Depois de sua derrota, Marx e Engels chegariam a conclusão de que a experiência da Comuna havia demonstrado que a classe operária não podia apoderar-se da máquina do estado burguês e utilizá-la para os seus próprios fins, sendo que era necessário sua destruição e a construção de um próprio aparato do estado proletário, rompendo a maquinaria burocrática-militar.

Junto às experiências de 1848 e 1871, Lênin somava a dos soviets (ou conselhos operários) russos, como instituição da democracia proletária, que unia as funções econômicas e políticas e podia ser a base de um estado operário. Analisamos também as diferenças entre a comuna e os soviets como instituições de democracia operária próprias de dois processos distintos, destacando a característica do soviet como instância de discussão das questões econômicas e políticas simultaneamente, unindo as figuras do cidadão e o produtor, que estão divididas na democracia burguesa.

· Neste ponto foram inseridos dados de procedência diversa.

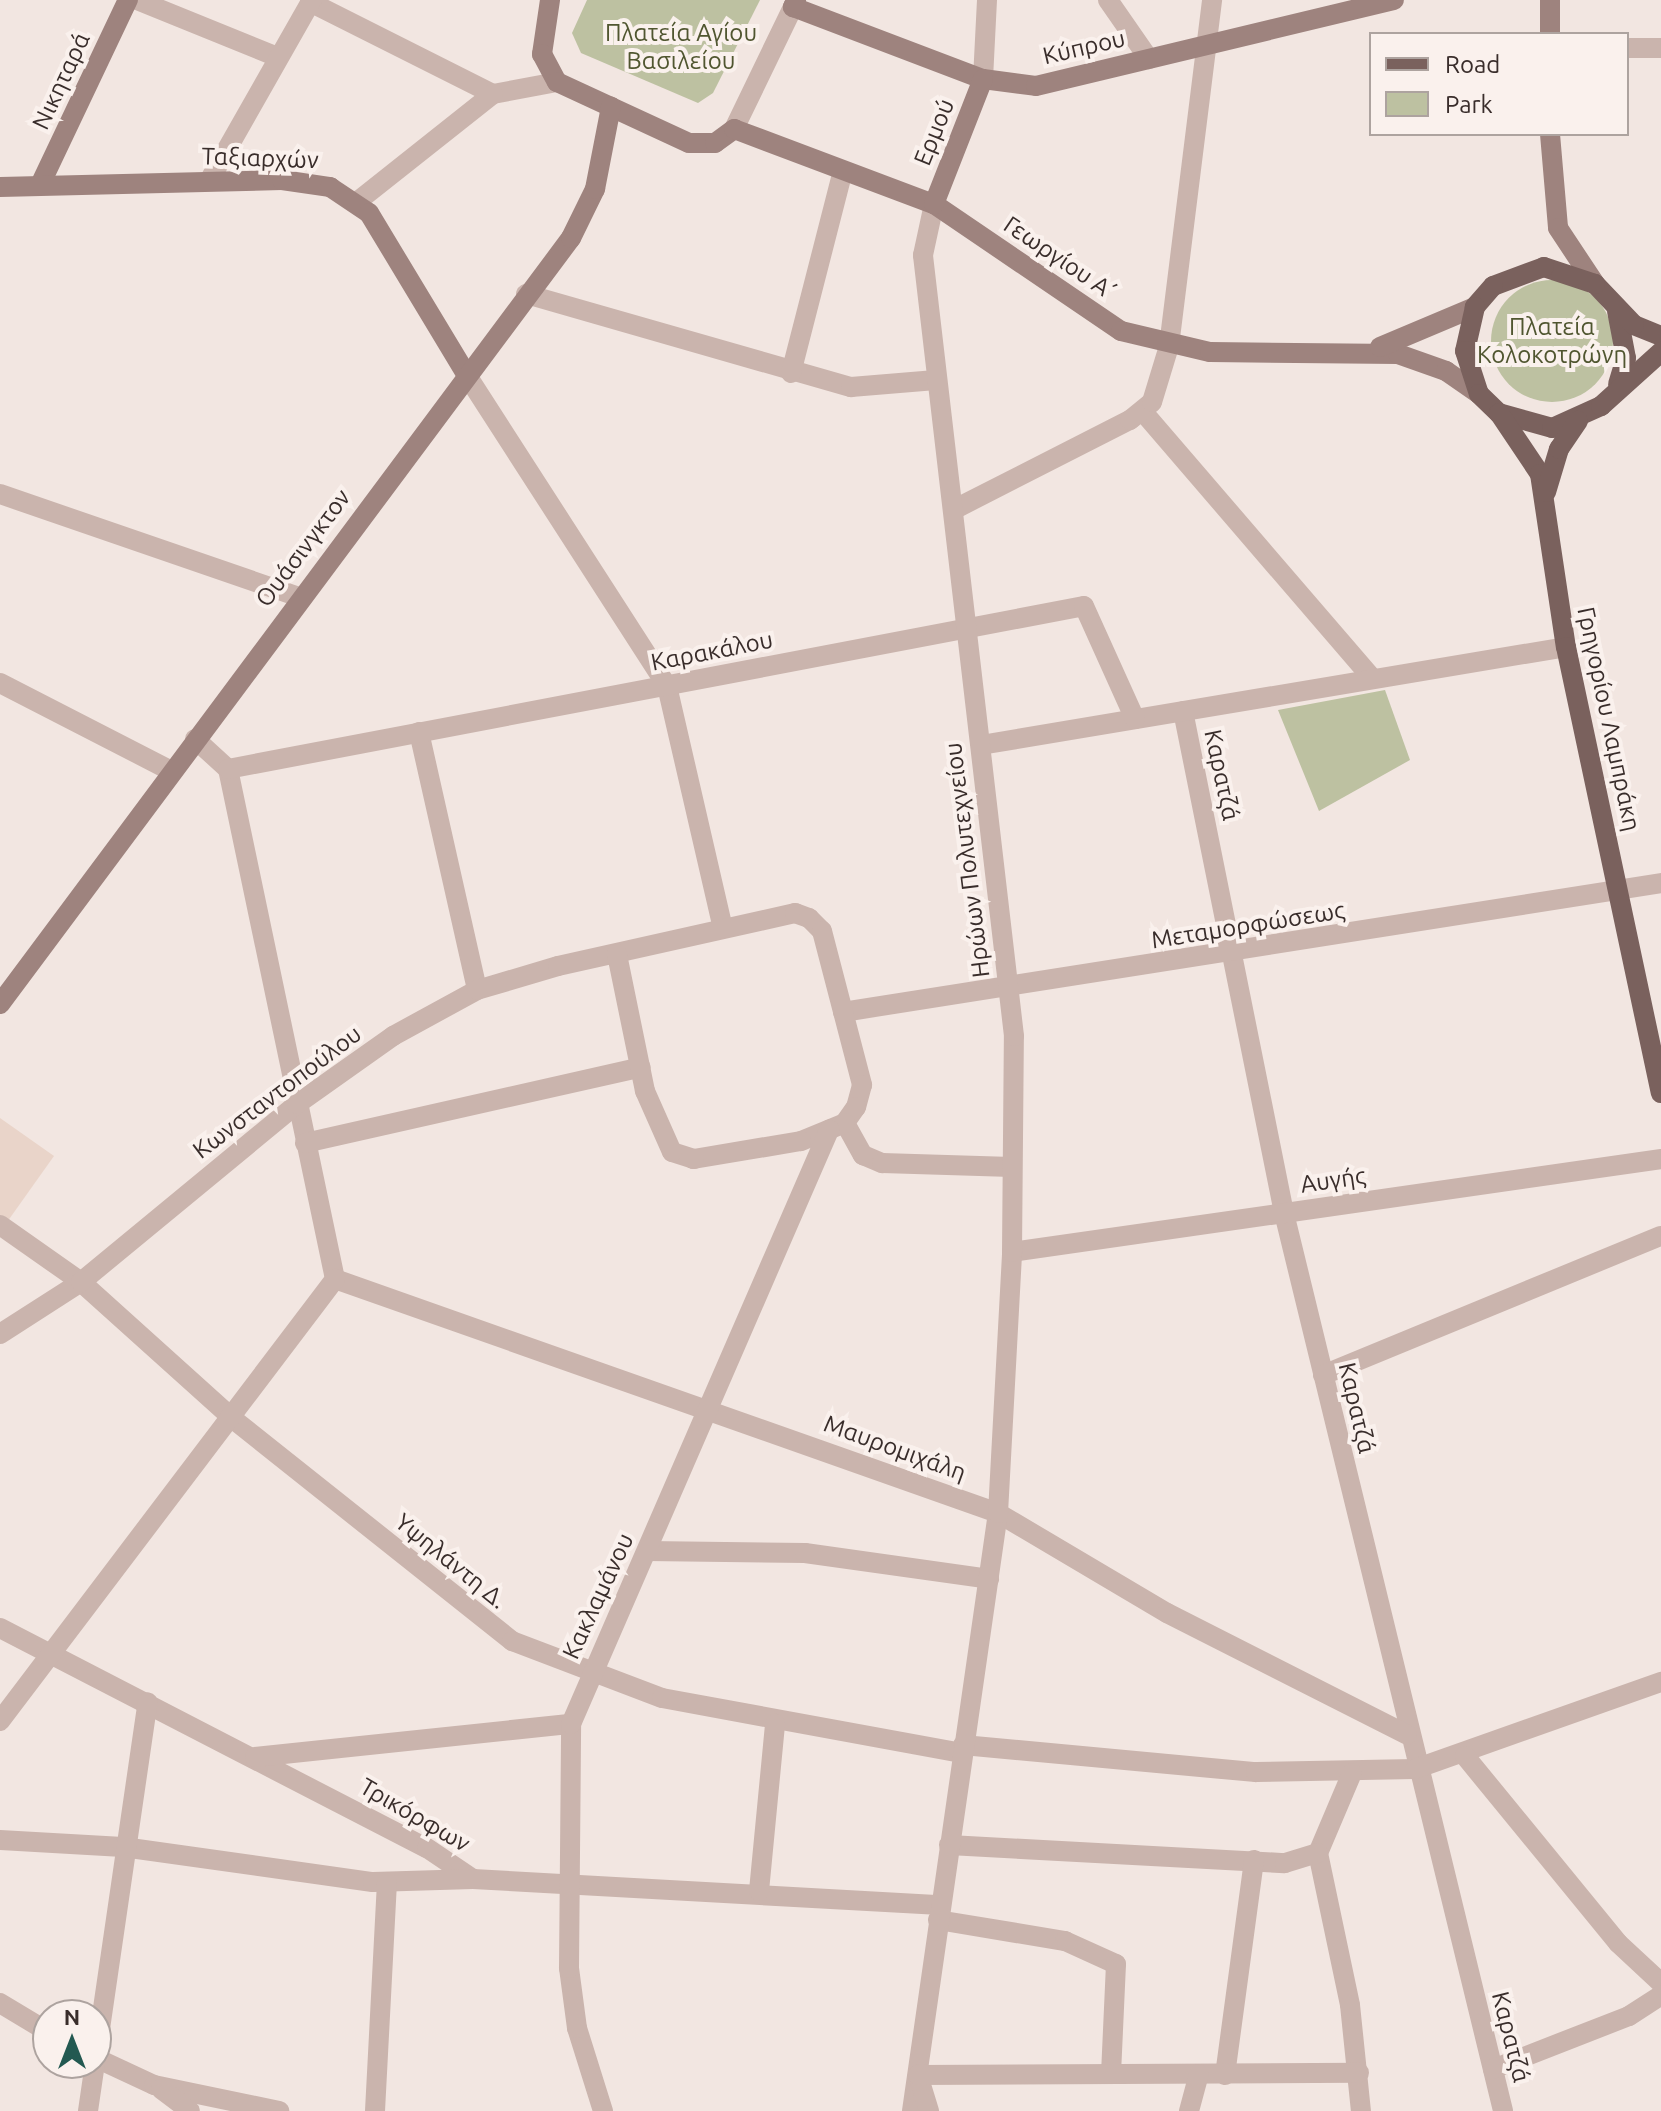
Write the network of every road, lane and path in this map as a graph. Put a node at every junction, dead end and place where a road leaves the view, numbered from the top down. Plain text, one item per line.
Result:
1 (128, 0) edge
2 (137, 0) edge
3 (987, 0) edge
4 (1108, 0) edge
5 (1212, 0) edge
6 (1394, 0) edge
7 (1550, 0) edge
8 (311, 1) edge
9 (552, 1) edge
10 (794, 4) edge
11 (1550, 32) edge
12 (1204, 44) junction
13 (1629, 48) edge
14 (1661, 48) edge
15 (275, 56) junction
16 (1149, 59) junction
17 (983, 79) junction
18 (557, 82) junction
19 (493, 94) junction
20 (611, 107) junction
21 (734, 129) junction
22 (1550, 136) edge
23 (843, 171) junction
24 (209, 181) junction
25 (40, 185) junction
26 (0, 188) edge
27 (358, 201) junction
28 (934, 204) junction
29 (1595, 284) junction
30 (526, 294) junction
31 (1614, 304) junction
32 (1475, 307) junction
33 (1661, 336) edge
34 (1169, 346) junction
35 (1368, 350) junction
36 (1661, 352) edge
37 (791, 373) junction
38 (466, 374) junction
39 (936, 380) junction
40 (1618, 384) junction
41 (1479, 394) junction
42 (1144, 413) junction
43 (1499, 413) junction
44 (1578, 421) junction
45 (0, 494) edge
46 (1545, 496) junction
47 (953, 510) junction
48 (299, 597) junction
49 (962, 629) junction
50 (1566, 647) junction
51 (1372, 678) junction
52 (0, 683) edge
53 (667, 686) junction
54 (1183, 711) junction
55 (1135, 719) junction
56 (419, 732) junction
57 (195, 739) junction
58 (981, 745) junction
59 (228, 769) junction
60 (171, 771) junction
61 (1661, 883) edge
62 (1620, 890) junction
63 (723, 928) junction
64 (617, 954) junction
65 (1233, 954) junction
66 (1008, 989) junction
67 (477, 990) junction
68 (0, 1004) edge
69 (843, 1012) junction
70 (641, 1067) junction
71 (1661, 1093) edge
72 (297, 1104) junction
73 (837, 1127) junction
74 (305, 1143) junction
75 (1661, 1159) edge
76 (1012, 1167) junction
77 (1284, 1213) junction
78 (0, 1225) edge
79 (1661, 1236) edge
80 (1012, 1252) junction
81 (335, 1279) junction
82 (81, 1282) junction
83 (0, 1334) edge
84 (1323, 1375) junction
85 (713, 1409) junction
86 (233, 1419) junction
87 (998, 1513) junction
88 (647, 1551) junction
89 (989, 1579) junction
90 (0, 1628) edge
91 (51, 1653) junction
92 (591, 1673) junction
93 (1661, 1682) edge
94 (148, 1702) junction
95 (0, 1721) edge
96 (571, 1724) junction
97 (775, 1724) junction
98 (1407, 1735) junction
99 (962, 1749) junction
100 (1465, 1756) junction
101 (255, 1757) junction
102 (1415, 1769) junction
103 (1352, 1773) junction
104 (0, 1840) edge
105 (949, 1845) junction
106 (123, 1847) junction
107 (1318, 1853) junction
108 (1254, 1860) junction
109 (473, 1879) junction
110 (387, 1882) junction
111 (566, 1884) junction
112 (759, 1891) junction
113 (939, 1913) junction
114 (1661, 1983) edge
115 (1661, 1995) edge
116 (104, 1999) edge
117 (0, 2003) edge
118 (32, 2022) edge
119 (112, 2065) edge
120 (1493, 2069) junction
121 (1359, 2073) junction
122 (1111, 2074) junction
123 (1199, 2074) junction
124 (918, 2075) junction
125 (1225, 2075) junction
126 (93, 2079) edge
127 (154, 2085) junction
128 (88, 2111) edge
129 (190, 2111) edge
130 (279, 2111) edge
131 (375, 2111) edge
132 (603, 2111) edge
133 (912, 2111) edge
134 (929, 2111) edge
135 (1189, 2111) edge
136 (1361, 2111) edge
137 (1503, 2111) edge

1 - 25 main road, Νικηταρά
2 - 15 street
3 - 17 street
4 - 16 street
5 - 12 street
6 - 12 main road, Κύπρου
7 - 11 main road
8 - 15 street
8 - 19 street
9 - 18 main road
10 - 17 main road, Κύπρου
10 - 21 street
12 - 16 main road, Κύπρου
12 - 34 street
13 - 14 street
15 - 24 street
16 - 17 main road, Κύπρου
17 - 28 main road, Ερμού
18 - 19 street
18 - 20 main road
19 - 27 street
20 - 21 main road
20 - 30 main road, Ουάσινγκτον
21 - 23 main road, Γεωργίου Α΄
22 - 29 main road
23 - 28 main road, Γεωργίου Α΄
23 - 37 street
24 - 25 main road, Ταξιαρχών
24 - 27 main road, Ταξιαρχών
25 - 26 main road, Ταξιαρχών
27 - 38 main road
28 - 34 main road, Γεωργίου Α΄
28 - 39 street, Ηρώων Πολυτεχνείου
29 - 31 main road
29 - 32 main road
30 - 37 street
30 - 38 main road, Ουάσινγκτον
31 - 33 main road
31 - 40 main road
32 - 35 main road, Γεωργίου Α΄
32 - 41 main road
34 - 35 main road, Γεωργίου Α΄
34 - 42 street
35 - 41 main road, Γεωργίου Α΄
36 - 40 main road
37 - 39 street
38 - 48 main road, Ουάσινγκτον
38 - 53 street
39 - 47 street, Ηρώων Πολυτεχνείου
40 - 44 main road
41 - 43 main road
42 - 47 street
42 - 51 street
43 - 44 main road
43 - 46 main road, Γρηγορίου Λαμπράκη
44 - 46 main road, Γρηγορίου Λαμπράκη
45 - 48 street
46 - 50 main road, Γρηγορίου Λαμπράκη
47 - 49 street, Ηρώων Πολυτεχνείου
48 - 57 main road, Ουάσινγκτον
49 - 53 street, Καρακάλου
49 - 55 street, Καρακάλου
49 - 58 street, Ηρώων Πολυτεχνείου
50 - 51 street
50 - 62 main road, Γρηγορίου Λαμπράκη
51 - 54 street
52 - 60 street
53 - 56 street, Καρακάλου
53 - 63 street
54 - 55 street
54 - 65 street, Καρατζά
55 - 58 street
56 - 59 street, Καρακάλου
56 - 67 street
57 - 59 street
57 - 60 main road, Ουάσινγκτον
58 - 66 street, Ηρώων Πολυτεχνείου
59 - 72 street
60 - 68 main road, Ουάσινγκτον
61 - 62 street, Μεταμορφώσεως
62 - 65 street, Μεταμορφώσεως
62 - 71 main road, Γρηγορίου Λαμπράκη
63 - 64 street
63 - 69 street
64 - 67 street, Κωνσταντοπούλου
64 - 70 street
65 - 66 street, Μεταμορφώσεως
65 - 77 street, Καρατζά
66 - 69 street, Μεταμορφώσεως
66 - 76 street, Ηρώων Πολυτεχνείου
67 - 72 street, Κωνσταντοπούλου
69 - 73 street
70 - 73 street
70 - 74 street
72 - 74 street
72 - 82 street, Κωνσταντοπούλου
73 - 76 street
73 - 85 street, Κακλαμάνου
74 - 81 street
75 - 77 street, Αυγής
76 - 80 street, Ηρώων Πολυτεχνείου
77 - 80 street, Αυγής
77 - 84 street, Καρατζά
78 - 82 street, Υψηλάντη Δ.
79 - 84 street
80 - 87 street, Ηρώων Πολυτεχνείου
81 - 85 street, Μαυρομιχάλη
81 - 86 street
82 - 83 street, Κωνσταντοπούλου
82 - 86 street, Υψηλάντη Δ.
84 - 98 street, Καρατζά
85 - 87 street, Μαυρομιχάλη
85 - 88 street, Κακλαμάνου
86 - 91 street
86 - 92 street, Υψηλάντη Δ.
87 - 89 street, Ηρώων Πολυτεχνείου
87 - 98 street, Μαυρομιχάλη
88 - 89 street
88 - 92 street, Κακλαμάνου
89 - 99 street, Ηρώων Πολυτεχνείου
90 - 91 street, Τρικόρφων
91 - 94 street, Τρικόρφων
91 - 95 street
92 - 96 street, Κακλαμάνου
92 - 97 street, Υψηλάντη Δ.
93 - 100 street, Υψηλάντη Δ.
94 - 101 street, Τρικόρφων
94 - 106 street
96 - 101 street
96 - 111 street, Κακλαμάνου
97 - 99 street, Υψηλάντη Δ.
97 - 112 street
98 - 102 street, Καρατζά
99 - 103 street, Υψηλάντη Δ.
99 - 105 street, Ηρώων Πολυτεχνείου
100 - 102 street, Υψηλάντη Δ.
100 - 114 street
101 - 109 street, Τρικόρφων
102 - 103 street, Υψηλάντη Δ.
102 - 120 street, Καρατζά
103 - 107 street
104 - 106 street
105 - 108 street
105 - 113 street, Ηρώων Πολυτεχνείου
106 - 110 street
106 - 116 street
107 - 108 street
107 - 121 street
108 - 125 street
109 - 110 street
109 - 111 street, Τρικόρφων
110 - 131 street
111 - 112 street, Τρικόρφων
111 - 132 street, Κακλαμάνου
112 - 113 street, Τρικόρφων
113 - 122 street, Τρικόρφων
113 - 124 street, Ηρώων Πολυτεχνείου
115 - 120 street
117 - 118 street
119 - 127 street
120 - 137 street, Καρατζά
121 - 125 street
121 - 136 street
122 - 123 street
122 - 124 street
123 - 125 street
123 - 135 street
124 - 133 street, Ηρώων Πολυτεχνείου
124 - 134 street
126 - 128 street
127 - 129 street
127 - 130 street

Lênin destacava estes desenvolvimentos de Marx e Engels, contra os socialdemocratas que propunham chegar ao socialismo através do acesso ao poder do estado pela via das eleições e sem uma revolução, porém também contra os anarquistas que se bem compartilhavam o fim último de Marx (uma sociedade comunista, sem classes sociais, nem autoridade estatal, nem trabalho forçado), pensavam que podia se fazer uma revolução sem instituir um Estado Proletário.

Neste contexto, destacava a perspectiva de Marx e Engels, que perseguia a extinção do Estado, porém explicava que este processo não poderia se realizar sem uma revolução. É dizer não se pode chegar em uma sociedade sem classes, nem autoridade estatal através de uma democratização do estado burguês. Somente um estado operário, surgindo das ruínas do Estado capitalista, podia criar as bases para um desenvolvimento socialista, o qual, uma vez criada as condições econômicas para a liquidação das diferenças sociais, daria lugar ao comunismo, um regime de produtores livres associados, em que cada qual pode aportar-se segundo a sua capacidade e recebera segundo suas necessidades.

Próximo de um breve descanso para tomar um café e desfrutar de um saboroso lanche, analisamos alguns dos debates dos anos ’70 que tiveram um esquentada recente a partir das experiências de formações políticas como Syriza e PODEMOS, que se referenciam teoricamente em Poulantzas que sustentava a possibilidade de uma transição da democracia ao socialismo sem ruptura revolucionária , a partir de uma definição "ampla" de estado, como "condensação de uma correlação de forças", sem levar em conta seu caráter de classe como ponto chave para sua definição.

Destacamos em tal sentido que o fato de que todo estado necessita ter uma base social de massas ou algum tipo de consenso, não implica que deixe de de ter um caráter de classe, como pode confirmar qualquer trabalhador vendo como atuam os ministérios do trabalho, a justiça e a polícia nos conflitos operários.

Este primeiro encontro de "Clássicos de Casa Marx" se estruturou ao redor destes temas, com muita participação dos presentes, como parte do relançamento das atividades de nossa casa socialista de política e cultura junto com o novo projeto do Izquierda Diário [parte da rede internacional que o Esquerda Diário faz parte]. O ciclo seguirá mês a mês, tomando para o debate outros textos clássicos do marxismo.